* EXERCISE AIM:
Copy every entry in the listing below exactly, but not the pictures.

* MATERIAL FOR THIS TASK:
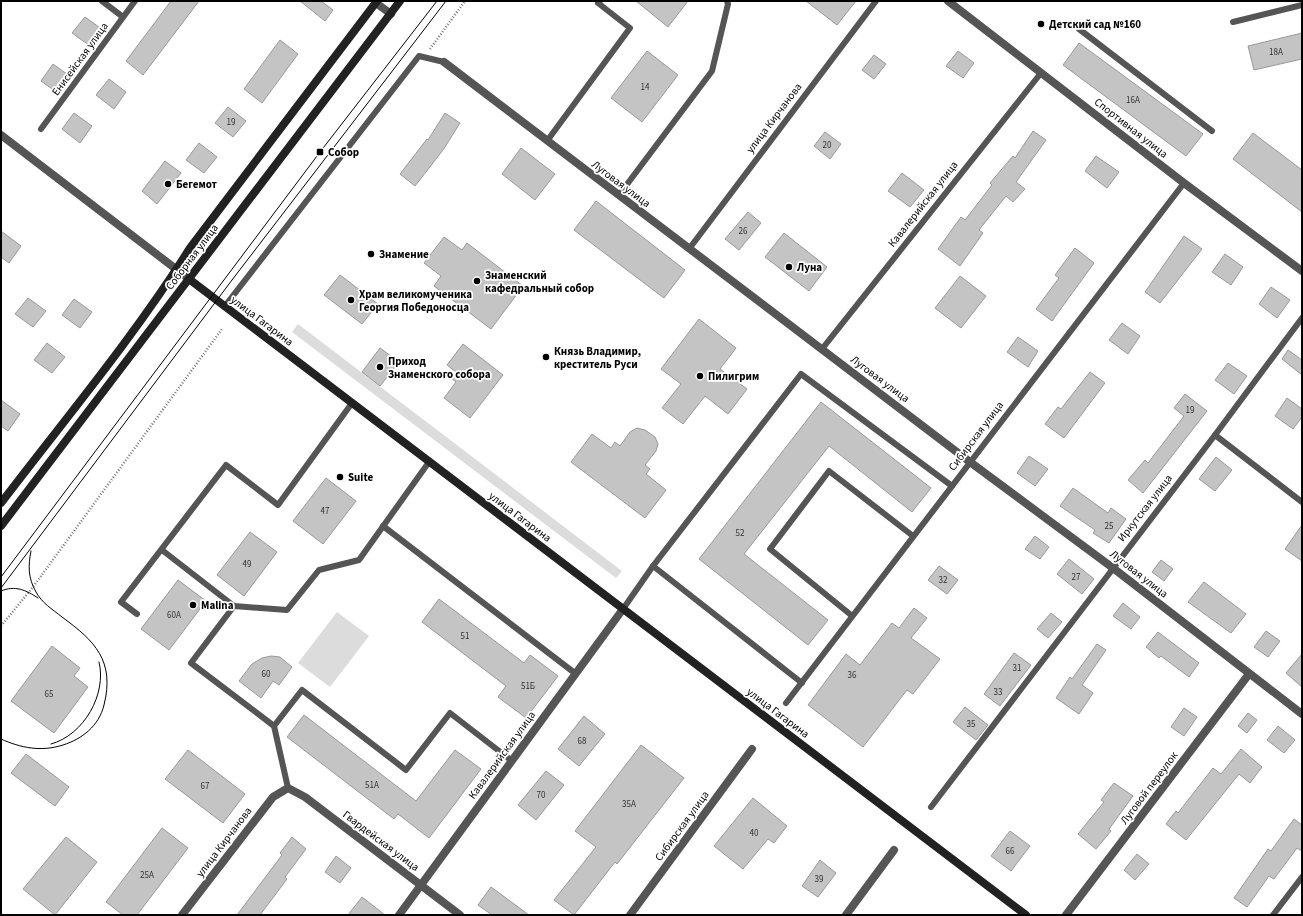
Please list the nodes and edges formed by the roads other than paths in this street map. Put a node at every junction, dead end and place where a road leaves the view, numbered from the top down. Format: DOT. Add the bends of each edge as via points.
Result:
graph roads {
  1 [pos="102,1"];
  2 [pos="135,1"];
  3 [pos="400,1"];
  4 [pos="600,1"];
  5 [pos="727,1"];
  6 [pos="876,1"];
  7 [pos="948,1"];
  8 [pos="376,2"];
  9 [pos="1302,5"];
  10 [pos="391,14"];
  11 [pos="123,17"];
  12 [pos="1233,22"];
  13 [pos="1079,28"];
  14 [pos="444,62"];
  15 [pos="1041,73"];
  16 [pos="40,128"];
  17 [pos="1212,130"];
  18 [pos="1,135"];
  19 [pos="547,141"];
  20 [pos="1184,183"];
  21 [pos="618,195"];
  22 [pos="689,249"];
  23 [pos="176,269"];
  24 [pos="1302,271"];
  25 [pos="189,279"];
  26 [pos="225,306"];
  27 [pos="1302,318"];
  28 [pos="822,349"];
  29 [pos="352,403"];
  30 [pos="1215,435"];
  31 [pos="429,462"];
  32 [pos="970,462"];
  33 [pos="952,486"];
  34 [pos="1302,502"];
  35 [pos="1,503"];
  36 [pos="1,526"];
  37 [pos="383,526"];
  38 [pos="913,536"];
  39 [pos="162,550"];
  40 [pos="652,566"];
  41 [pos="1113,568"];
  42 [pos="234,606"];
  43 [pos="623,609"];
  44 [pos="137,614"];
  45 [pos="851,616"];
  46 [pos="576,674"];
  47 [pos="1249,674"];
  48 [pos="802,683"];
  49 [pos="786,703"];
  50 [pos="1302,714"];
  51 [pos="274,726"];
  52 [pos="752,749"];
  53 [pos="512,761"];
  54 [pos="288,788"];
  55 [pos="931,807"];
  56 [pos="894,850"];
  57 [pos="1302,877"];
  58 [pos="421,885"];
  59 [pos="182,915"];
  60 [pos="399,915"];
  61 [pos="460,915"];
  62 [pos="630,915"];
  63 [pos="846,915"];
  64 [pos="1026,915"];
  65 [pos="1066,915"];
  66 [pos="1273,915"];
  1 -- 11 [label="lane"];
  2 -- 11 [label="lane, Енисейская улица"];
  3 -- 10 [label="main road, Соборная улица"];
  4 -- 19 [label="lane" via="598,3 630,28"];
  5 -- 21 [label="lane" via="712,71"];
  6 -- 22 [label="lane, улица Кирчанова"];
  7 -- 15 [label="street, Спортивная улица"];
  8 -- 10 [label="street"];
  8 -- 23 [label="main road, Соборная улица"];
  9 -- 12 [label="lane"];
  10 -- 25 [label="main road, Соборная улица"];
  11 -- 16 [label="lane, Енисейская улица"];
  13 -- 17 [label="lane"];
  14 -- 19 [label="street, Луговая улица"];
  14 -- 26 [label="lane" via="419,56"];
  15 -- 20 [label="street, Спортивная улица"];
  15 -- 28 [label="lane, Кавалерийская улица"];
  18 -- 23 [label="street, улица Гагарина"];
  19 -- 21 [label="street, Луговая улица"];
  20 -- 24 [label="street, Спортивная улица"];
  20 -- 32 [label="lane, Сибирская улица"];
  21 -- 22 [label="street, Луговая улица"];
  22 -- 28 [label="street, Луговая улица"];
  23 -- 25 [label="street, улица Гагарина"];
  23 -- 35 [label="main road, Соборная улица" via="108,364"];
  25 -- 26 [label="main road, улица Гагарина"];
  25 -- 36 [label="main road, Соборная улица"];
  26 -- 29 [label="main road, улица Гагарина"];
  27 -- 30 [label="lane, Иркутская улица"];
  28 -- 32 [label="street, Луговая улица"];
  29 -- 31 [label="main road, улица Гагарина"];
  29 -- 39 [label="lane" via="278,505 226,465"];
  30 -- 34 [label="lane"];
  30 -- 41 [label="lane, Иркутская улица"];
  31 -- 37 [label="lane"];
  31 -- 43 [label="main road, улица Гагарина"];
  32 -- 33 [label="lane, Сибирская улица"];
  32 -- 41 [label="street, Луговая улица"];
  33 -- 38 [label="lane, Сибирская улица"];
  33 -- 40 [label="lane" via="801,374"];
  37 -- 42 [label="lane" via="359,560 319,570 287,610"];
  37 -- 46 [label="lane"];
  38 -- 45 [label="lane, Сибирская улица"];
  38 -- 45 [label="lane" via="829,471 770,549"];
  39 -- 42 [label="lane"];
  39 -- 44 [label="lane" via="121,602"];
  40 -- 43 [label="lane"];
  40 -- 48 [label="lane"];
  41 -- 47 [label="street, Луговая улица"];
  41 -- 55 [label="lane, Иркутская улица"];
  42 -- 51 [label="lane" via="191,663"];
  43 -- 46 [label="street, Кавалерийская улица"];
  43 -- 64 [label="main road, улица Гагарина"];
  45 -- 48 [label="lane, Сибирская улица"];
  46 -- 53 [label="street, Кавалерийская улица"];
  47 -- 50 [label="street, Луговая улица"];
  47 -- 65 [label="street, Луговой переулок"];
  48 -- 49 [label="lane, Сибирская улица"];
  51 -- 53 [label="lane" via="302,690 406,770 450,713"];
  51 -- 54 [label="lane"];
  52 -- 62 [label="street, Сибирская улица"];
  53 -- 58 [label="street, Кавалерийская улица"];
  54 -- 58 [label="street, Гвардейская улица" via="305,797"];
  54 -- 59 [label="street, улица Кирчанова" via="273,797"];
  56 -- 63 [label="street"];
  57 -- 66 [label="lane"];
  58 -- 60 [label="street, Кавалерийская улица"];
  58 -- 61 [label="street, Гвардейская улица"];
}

* RESULT:
Please list the nodes and edges formed by the roads other than paths in this street map. Put a node at every junction, dead end and place where a road leaves the view, numbered from the top down. Format: DOT. Add the bends of each edge as via points.
Result:
graph roads {
  1 [pos="102,1"];
  2 [pos="135,1"];
  3 [pos="400,1"];
  4 [pos="600,1"];
  5 [pos="727,1"];
  6 [pos="876,1"];
  7 [pos="948,1"];
  8 [pos="376,2"];
  9 [pos="1302,5"];
  10 [pos="391,14"];
  11 [pos="123,17"];
  12 [pos="1233,22"];
  13 [pos="1079,28"];
  14 [pos="444,62"];
  15 [pos="1041,73"];
  16 [pos="40,128"];
  17 [pos="1212,130"];
  18 [pos="1,135"];
  19 [pos="547,141"];
  20 [pos="1184,183"];
  21 [pos="618,195"];
  22 [pos="689,249"];
  23 [pos="176,269"];
  24 [pos="1302,271"];
  25 [pos="189,279"];
  26 [pos="225,306"];
  27 [pos="1302,318"];
  28 [pos="822,349"];
  29 [pos="352,403"];
  30 [pos="1215,435"];
  31 [pos="429,462"];
  32 [pos="970,462"];
  33 [pos="952,486"];
  34 [pos="1302,502"];
  35 [pos="1,503"];
  36 [pos="1,526"];
  37 [pos="383,526"];
  38 [pos="913,536"];
  39 [pos="162,550"];
  40 [pos="652,566"];
  41 [pos="1113,568"];
  42 [pos="234,606"];
  43 [pos="623,609"];
  44 [pos="137,614"];
  45 [pos="851,616"];
  46 [pos="576,674"];
  47 [pos="1249,674"];
  48 [pos="802,683"];
  49 [pos="786,703"];
  50 [pos="1302,714"];
  51 [pos="274,726"];
  52 [pos="752,749"];
  53 [pos="512,761"];
  54 [pos="288,788"];
  55 [pos="931,807"];
  56 [pos="894,850"];
  57 [pos="1302,877"];
  58 [pos="421,885"];
  59 [pos="182,915"];
  60 [pos="399,915"];
  61 [pos="460,915"];
  62 [pos="630,915"];
  63 [pos="846,915"];
  64 [pos="1026,915"];
  65 [pos="1066,915"];
  66 [pos="1273,915"];
  1 -- 11 [label="lane"];
  2 -- 11 [label="lane, Енисейская улица"];
  3 -- 10 [label="main road, Соборная улица"];
  4 -- 19 [label="lane" via="598,3 630,28"];
  5 -- 21 [label="lane" via="712,71"];
  6 -- 22 [label="lane, улица Кирчанова"];
  7 -- 15 [label="street, Спортивная улица"];
  8 -- 10 [label="street"];
  8 -- 23 [label="main road, Соборная улица"];
  9 -- 12 [label="lane"];
  10 -- 25 [label="main road, Соборная улица"];
  11 -- 16 [label="lane, Енисейская улица"];
  13 -- 17 [label="lane"];
  14 -- 19 [label="street, Луговая улица"];
  14 -- 26 [label="lane" via="419,56"];
  15 -- 20 [label="street, Спортивная улица"];
  15 -- 28 [label="lane, Кавалерийская улица"];
  18 -- 23 [label="street, улица Гагарина"];
  19 -- 21 [label="street, Луговая улица"];
  20 -- 24 [label="street, Спортивная улица"];
  20 -- 32 [label="lane, Сибирская улица"];
  21 -- 22 [label="street, Луговая улица"];
  22 -- 28 [label="street, Луговая улица"];
  23 -- 25 [label="street, улица Гагарина"];
  23 -- 35 [label="main road, Соборная улица" via="108,364"];
  25 -- 26 [label="main road, улица Гагарина"];
  25 -- 36 [label="main road, Соборная улица"];
  26 -- 29 [label="main road, улица Гагарина"];
  27 -- 30 [label="lane, Иркутская улица"];
  28 -- 32 [label="street, Луговая улица"];
  29 -- 31 [label="main road, улица Гагарина"];
  29 -- 39 [label="lane" via="278,505 226,465"];
  30 -- 34 [label="lane"];
  30 -- 41 [label="lane, Иркутская улица"];
  31 -- 37 [label="lane"];
  31 -- 43 [label="main road, улица Гагарина"];
  32 -- 33 [label="lane, Сибирская улица"];
  32 -- 41 [label="street, Луговая улица"];
  33 -- 38 [label="lane, Сибирская улица"];
  33 -- 40 [label="lane" via="801,374"];
  37 -- 42 [label="lane" via="359,560 319,570 287,610"];
  37 -- 46 [label="lane"];
  38 -- 45 [label="lane, Сибирская улица"];
  38 -- 45 [label="lane" via="829,471 770,549"];
  39 -- 42 [label="lane"];
  39 -- 44 [label="lane" via="121,602"];
  40 -- 43 [label="lane"];
  40 -- 48 [label="lane"];
  41 -- 47 [label="street, Луговая улица"];
  41 -- 55 [label="lane, Иркутская улица"];
  42 -- 51 [label="lane" via="191,663"];
  43 -- 46 [label="street, Кавалерийская улица"];
  43 -- 64 [label="main road, улица Гагарина"];
  45 -- 48 [label="lane, Сибирская улица"];
  46 -- 53 [label="street, Кавалерийская улица"];
  47 -- 50 [label="street, Луговая улица"];
  47 -- 65 [label="street, Луговой переулок"];
  48 -- 49 [label="lane, Сибирская улица"];
  51 -- 53 [label="lane" via="302,690 406,770 450,713"];
  51 -- 54 [label="lane"];
  52 -- 62 [label="street, Сибирская улица"];
  53 -- 58 [label="street, Кавалерийская улица"];
  54 -- 58 [label="street, Гвардейская улица" via="305,797"];
  54 -- 59 [label="street, улица Кирчанова" via="273,797"];
  56 -- 63 [label="street"];
  57 -- 66 [label="lane"];
  58 -- 60 [label="street, Кавалерийская улица"];
  58 -- 61 [label="street, Гвардейская улица"];
}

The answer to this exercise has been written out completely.